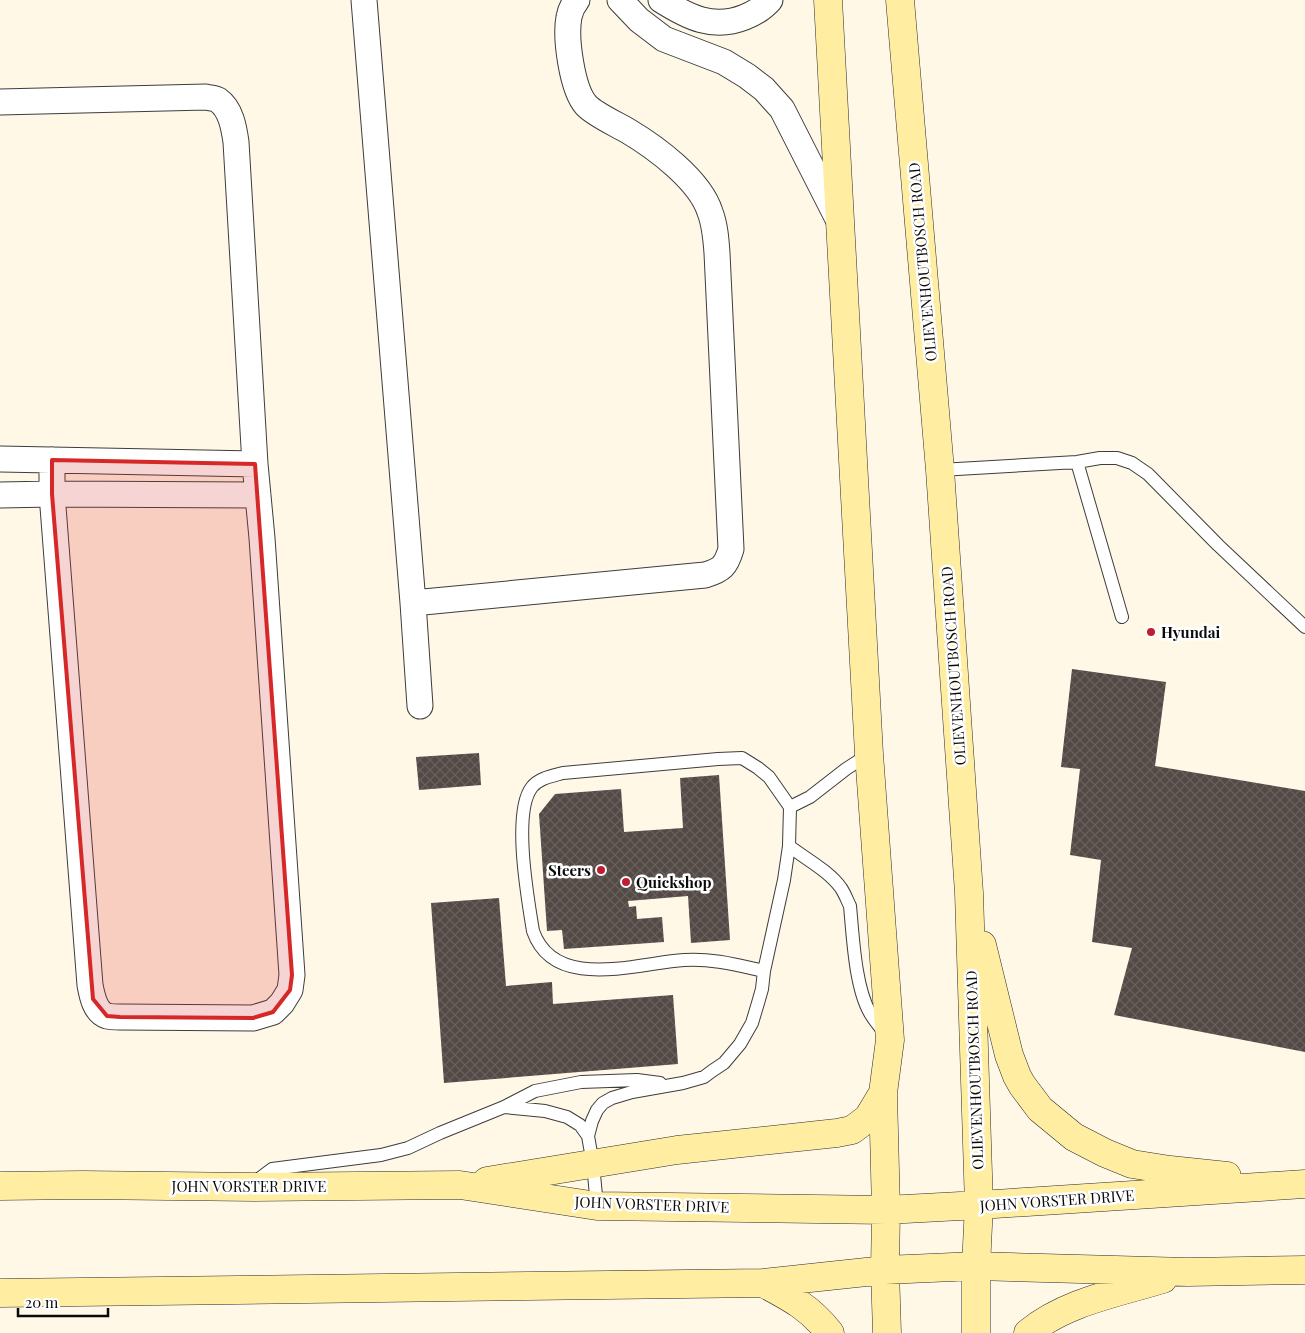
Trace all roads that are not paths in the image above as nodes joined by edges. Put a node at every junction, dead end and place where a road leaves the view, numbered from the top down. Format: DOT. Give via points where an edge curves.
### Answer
graph roads {
  1 [pos="364,0"];
  2 [pos="577,0"];
  3 [pos="620,0"];
  4 [pos="661,0"];
  5 [pos="770,0"];
  6 [pos="828,0"];
  7 [pos="900,0"];
  8 [pos="0,102"];
  9 [pos="839,221"];
  10 [pos="0,459"];
  11 [pos="52,460"];
  12 [pos="1077,462"];
  13 [pos="255,464"];
  14 [pos="940,470"];
  15 [pos="52,494"];
  16 [pos="258,494"];
  17 [pos="0,496"];
  18 [pos="413,603"];
  19 [pos="1122,616"];
  20 [pos="1305,627"];
  21 [pos="420,706"];
  22 [pos="869,754"];
  23 [pos="790,807"];
  24 [pos="789,846"];
  25 [pos="969,893"];
  26 [pos="764,970"];
  27 [pos="890,1040"];
  28 [pos="670,1084"];
  29 [pos="883,1093"];
  30 [pos="504,1107"];
  31 [pos="588,1136"];
  32 [pos="593,1164"];
  33 [pos="1305,1184"];
  34 [pos="460,1185"];
  35 [pos="0,1186"];
  36 [pos="254,1187"];
  37 [pos="979,1205"];
  38 [pos="597,1206"];
  39 [pos="886,1210"];
  40 [pos="976,1266"];
  41 [pos="885,1270"];
  42 [pos="1305,1270"];
  43 [pos="1188,1272"];
  44 [pos="763,1283"];
  45 [pos="0,1293"];
  46 [pos="830,1333"];
  47 [pos="887,1333"];
  48 [pos="976,1333"];
  49 [pos="1028,1333"];
  1 -- 18 [label="street"];
  2 -- 18 [label="street" via="569,15 568,32 573,76 580,97 590,109 647,142 668,159 701,194 710,211 717,253 730,549 727,561 722,568 705,575"];
  3 -- 9 [label="street" via="664,39 724,62 764,89 782,110"];
  4 -- 5 [label="street" via="682,13 714,23 753,14"];
  6 -- 9 [label="main road"];
  7 -- 14 [label="main road, OLIEVENHOUTBOSCH ROAD"];
  8 -- 13 [label="street" via="206,97 218,100 227,110 236,142"];
  9 -- 22 [label="main road"];
  10 -- 11 [label="street"];
  11 -- 13 [label="street"];
  11 -- 15 [label="street"];
  12 -- 14 [label="lane"];
  12 -- 19 [label="lane"];
  12 -- 20 [label="lane" via="1118,458 1140,468"];
  13 -- 16 [label="street"];
  14 -- 25 [label="main road, OLIEVENHOUTBOSCH ROAD"];
  15 -- 16 [label="street"];
  15 -- 16 [label="street" via="93,999 107,1016 253,1018 273,1012 282,1003 290,990 292,975"];
  15 -- 17 [label="street"];
  18 -- 21 [label="street"];
  22 -- 23 [label="lane" via="810,797"];
  22 -- 27 [label="main road"];
  23 -- 24 [label="lane"];
  23 -- 26 [label="lane" via="769,777 742,758 563,773 539,780 531,788 523,814 523,861 533,931 537,942 556,962 611,970 706,960"];
  24 -- 26 [label="lane"];
  24 -- 27 [label="lane" via="832,878 846,896 865,1002"];
  25 -- 33 [label="main road" via="1009,1055 1016,1076 1040,1109 1074,1136 1132,1164"];
  25 -- 37 [label="main road, OLIEVENHOUTBOSCH ROAD"];
  26 -- 28 [label="lane" via="752,1023 740,1044 704,1077"];
  27 -- 29 [label="main road"];
  28 -- 30 [label="lane" via="637,1080 581,1082 535,1091"];
  28 -- 31 [label="lane" via="603,1103 594,1114"];
  29 -- 32 [label="main road" via="868,1118 852,1130 677,1150"];
  29 -- 39 [label="main road"];
  30 -- 31 [label="lane" via="567,1117 580,1125"];
  30 -- 36 [label="lane" via="408,1148 381,1155 272,1169"];
  31 -- 32 [label="lane"];
  32 -- 34 [label="main road"];
  32 -- 38 [label="lane"];
  33 -- 37 [label="main road, JOHN VORSTER DRIVE"];
  34 -- 36 [label="main road, JOHN VORSTER DRIVE"];
  34 -- 38 [label="main road, JOHN VORSTER DRIVE"];
  35 -- 36 [label="main road, JOHN VORSTER DRIVE"];
  37 -- 39 [label="main road, JOHN VORSTER DRIVE"];
  37 -- 40 [label="main road, OLIEVENHOUTBOSCH ROAD"];
  38 -- 39 [label="main road, JOHN VORSTER DRIVE"];
  39 -- 41 [label="main road"];
  40 -- 41 [label="main road"];
  40 -- 43 [label="main road"];
  40 -- 48 [label="main road, OLIEVENHOUTBOSCH ROAD"];
  41 -- 44 [label="main road"];
  41 -- 47 [label="main road"];
  42 -- 43 [label="main road"];
  43 -- 49 [label="main road" via="1069,1308"];
  44 -- 45 [label="main road"];
  44 -- 46 [label="main road" via="796,1301"];
}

Exercise goal
The records above must be repeated exactly, minus their pictures.

Solved problem
Trace all roads that are not paths in the image above as nodes joined by edges. Put a node at every junction, dead end and place where a road leaves the view, numbered from the top down. Format: DOT. Give via points where an edge curves.
### Answer
graph roads {
  1 [pos="364,0"];
  2 [pos="577,0"];
  3 [pos="620,0"];
  4 [pos="661,0"];
  5 [pos="770,0"];
  6 [pos="828,0"];
  7 [pos="900,0"];
  8 [pos="0,102"];
  9 [pos="839,221"];
  10 [pos="0,459"];
  11 [pos="52,460"];
  12 [pos="1077,462"];
  13 [pos="255,464"];
  14 [pos="940,470"];
  15 [pos="52,494"];
  16 [pos="258,494"];
  17 [pos="0,496"];
  18 [pos="413,603"];
  19 [pos="1122,616"];
  20 [pos="1305,627"];
  21 [pos="420,706"];
  22 [pos="869,754"];
  23 [pos="790,807"];
  24 [pos="789,846"];
  25 [pos="969,893"];
  26 [pos="764,970"];
  27 [pos="890,1040"];
  28 [pos="670,1084"];
  29 [pos="883,1093"];
  30 [pos="504,1107"];
  31 [pos="588,1136"];
  32 [pos="593,1164"];
  33 [pos="1305,1184"];
  34 [pos="460,1185"];
  35 [pos="0,1186"];
  36 [pos="254,1187"];
  37 [pos="979,1205"];
  38 [pos="597,1206"];
  39 [pos="886,1210"];
  40 [pos="976,1266"];
  41 [pos="885,1270"];
  42 [pos="1305,1270"];
  43 [pos="1188,1272"];
  44 [pos="763,1283"];
  45 [pos="0,1293"];
  46 [pos="830,1333"];
  47 [pos="887,1333"];
  48 [pos="976,1333"];
  49 [pos="1028,1333"];
  1 -- 18 [label="street"];
  2 -- 18 [label="street" via="569,15 568,32 573,76 580,97 590,109 647,142 668,159 701,194 710,211 717,253 730,549 727,561 722,568 705,575"];
  3 -- 9 [label="street" via="664,39 724,62 764,89 782,110"];
  4 -- 5 [label="street" via="682,13 714,23 753,14"];
  6 -- 9 [label="main road"];
  7 -- 14 [label="main road, OLIEVENHOUTBOSCH ROAD"];
  8 -- 13 [label="street" via="206,97 218,100 227,110 236,142"];
  9 -- 22 [label="main road"];
  10 -- 11 [label="street"];
  11 -- 13 [label="street"];
  11 -- 15 [label="street"];
  12 -- 14 [label="lane"];
  12 -- 19 [label="lane"];
  12 -- 20 [label="lane" via="1118,458 1140,468"];
  13 -- 16 [label="street"];
  14 -- 25 [label="main road, OLIEVENHOUTBOSCH ROAD"];
  15 -- 16 [label="street"];
  15 -- 16 [label="street" via="93,999 107,1016 253,1018 273,1012 282,1003 290,990 292,975"];
  15 -- 17 [label="street"];
  18 -- 21 [label="street"];
  22 -- 23 [label="lane" via="810,797"];
  22 -- 27 [label="main road"];
  23 -- 24 [label="lane"];
  23 -- 26 [label="lane" via="769,777 742,758 563,773 539,780 531,788 523,814 523,861 533,931 537,942 556,962 611,970 706,960"];
  24 -- 26 [label="lane"];
  24 -- 27 [label="lane" via="832,878 846,896 865,1002"];
  25 -- 33 [label="main road" via="1009,1055 1016,1076 1040,1109 1074,1136 1132,1164"];
  25 -- 37 [label="main road, OLIEVENHOUTBOSCH ROAD"];
  26 -- 28 [label="lane" via="752,1023 740,1044 704,1077"];
  27 -- 29 [label="main road"];
  28 -- 30 [label="lane" via="637,1080 581,1082 535,1091"];
  28 -- 31 [label="lane" via="603,1103 594,1114"];
  29 -- 32 [label="main road" via="868,1118 852,1130 677,1150"];
  29 -- 39 [label="main road"];
  30 -- 31 [label="lane" via="567,1117 580,1125"];
  30 -- 36 [label="lane" via="408,1148 381,1155 272,1169"];
  31 -- 32 [label="lane"];
  32 -- 34 [label="main road"];
  32 -- 38 [label="lane"];
  33 -- 37 [label="main road, JOHN VORSTER DRIVE"];
  34 -- 36 [label="main road, JOHN VORSTER DRIVE"];
  34 -- 38 [label="main road, JOHN VORSTER DRIVE"];
  35 -- 36 [label="main road, JOHN VORSTER DRIVE"];
  37 -- 39 [label="main road, JOHN VORSTER DRIVE"];
  37 -- 40 [label="main road, OLIEVENHOUTBOSCH ROAD"];
  38 -- 39 [label="main road, JOHN VORSTER DRIVE"];
  39 -- 41 [label="main road"];
  40 -- 41 [label="main road"];
  40 -- 43 [label="main road"];
  40 -- 48 [label="main road, OLIEVENHOUTBOSCH ROAD"];
  41 -- 44 [label="main road"];
  41 -- 47 [label="main road"];
  42 -- 43 [label="main road"];
  43 -- 49 [label="main road" via="1069,1308"];
  44 -- 45 [label="main road"];
  44 -- 46 [label="main road" via="796,1301"];
}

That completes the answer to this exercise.